• GIVEN RECORDS:
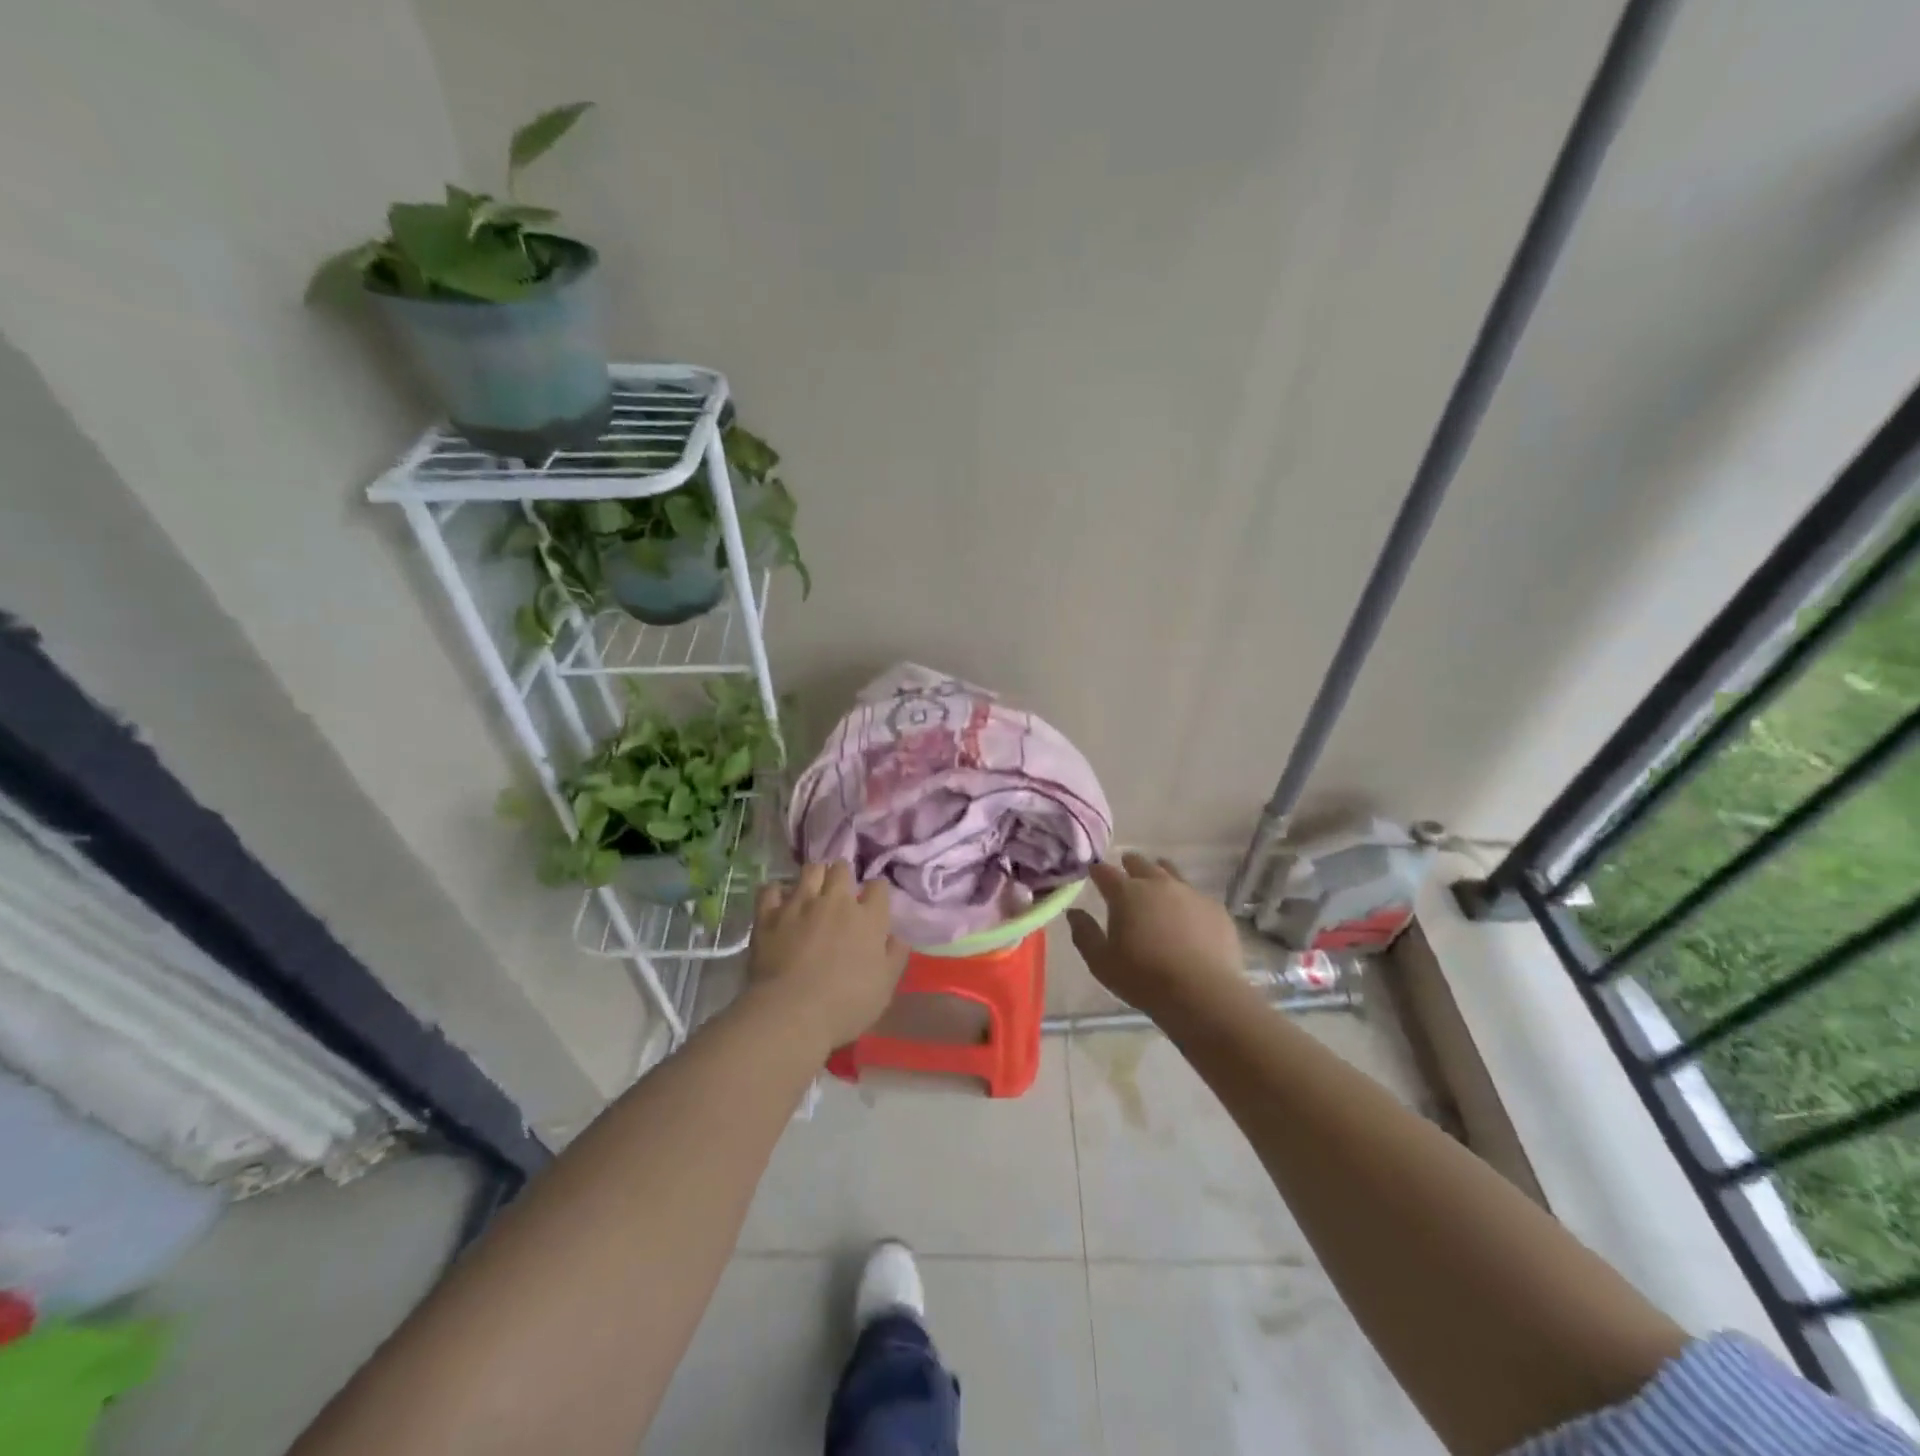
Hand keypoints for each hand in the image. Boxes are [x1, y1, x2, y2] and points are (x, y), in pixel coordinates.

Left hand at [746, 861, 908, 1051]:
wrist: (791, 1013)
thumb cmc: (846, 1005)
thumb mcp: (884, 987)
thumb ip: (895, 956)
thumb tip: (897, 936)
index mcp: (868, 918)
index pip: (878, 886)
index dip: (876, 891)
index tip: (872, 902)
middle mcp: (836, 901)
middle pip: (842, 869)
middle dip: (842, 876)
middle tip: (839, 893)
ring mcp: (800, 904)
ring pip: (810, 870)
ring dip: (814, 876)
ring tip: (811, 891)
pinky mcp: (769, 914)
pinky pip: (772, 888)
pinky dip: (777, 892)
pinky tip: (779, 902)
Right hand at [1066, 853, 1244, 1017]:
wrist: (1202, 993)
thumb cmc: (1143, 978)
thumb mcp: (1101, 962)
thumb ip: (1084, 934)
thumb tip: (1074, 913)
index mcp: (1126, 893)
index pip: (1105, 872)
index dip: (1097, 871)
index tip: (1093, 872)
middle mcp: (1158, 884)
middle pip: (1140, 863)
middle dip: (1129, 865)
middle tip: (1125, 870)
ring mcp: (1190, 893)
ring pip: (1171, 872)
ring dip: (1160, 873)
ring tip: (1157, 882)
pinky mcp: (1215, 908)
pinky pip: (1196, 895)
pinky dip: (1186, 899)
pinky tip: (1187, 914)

• AIM OF THE EXERCISE:
Both end lines included, restate word for word the lines above from the line with "Right hand at" to the line with "pinky dip: (1186, 899)", and nothing else.

• TASK OUTPUT:
Right hand at [1066, 853, 1244, 1017]:
wrist: (1202, 993)
thumb cmc: (1143, 978)
thumb mcp: (1101, 962)
thumb ip: (1084, 934)
thumb tip: (1074, 913)
index mcp: (1126, 893)
index pip: (1105, 872)
index dip: (1097, 871)
index tip: (1093, 872)
middle mcp: (1158, 884)
middle pip: (1140, 863)
middle dip: (1129, 865)
middle tip: (1125, 870)
ring mcp: (1190, 893)
ring pip: (1171, 872)
ring dip: (1160, 873)
ring tip: (1157, 882)
pinky mcp: (1215, 908)
pinky pip: (1196, 895)
pinky dip: (1186, 899)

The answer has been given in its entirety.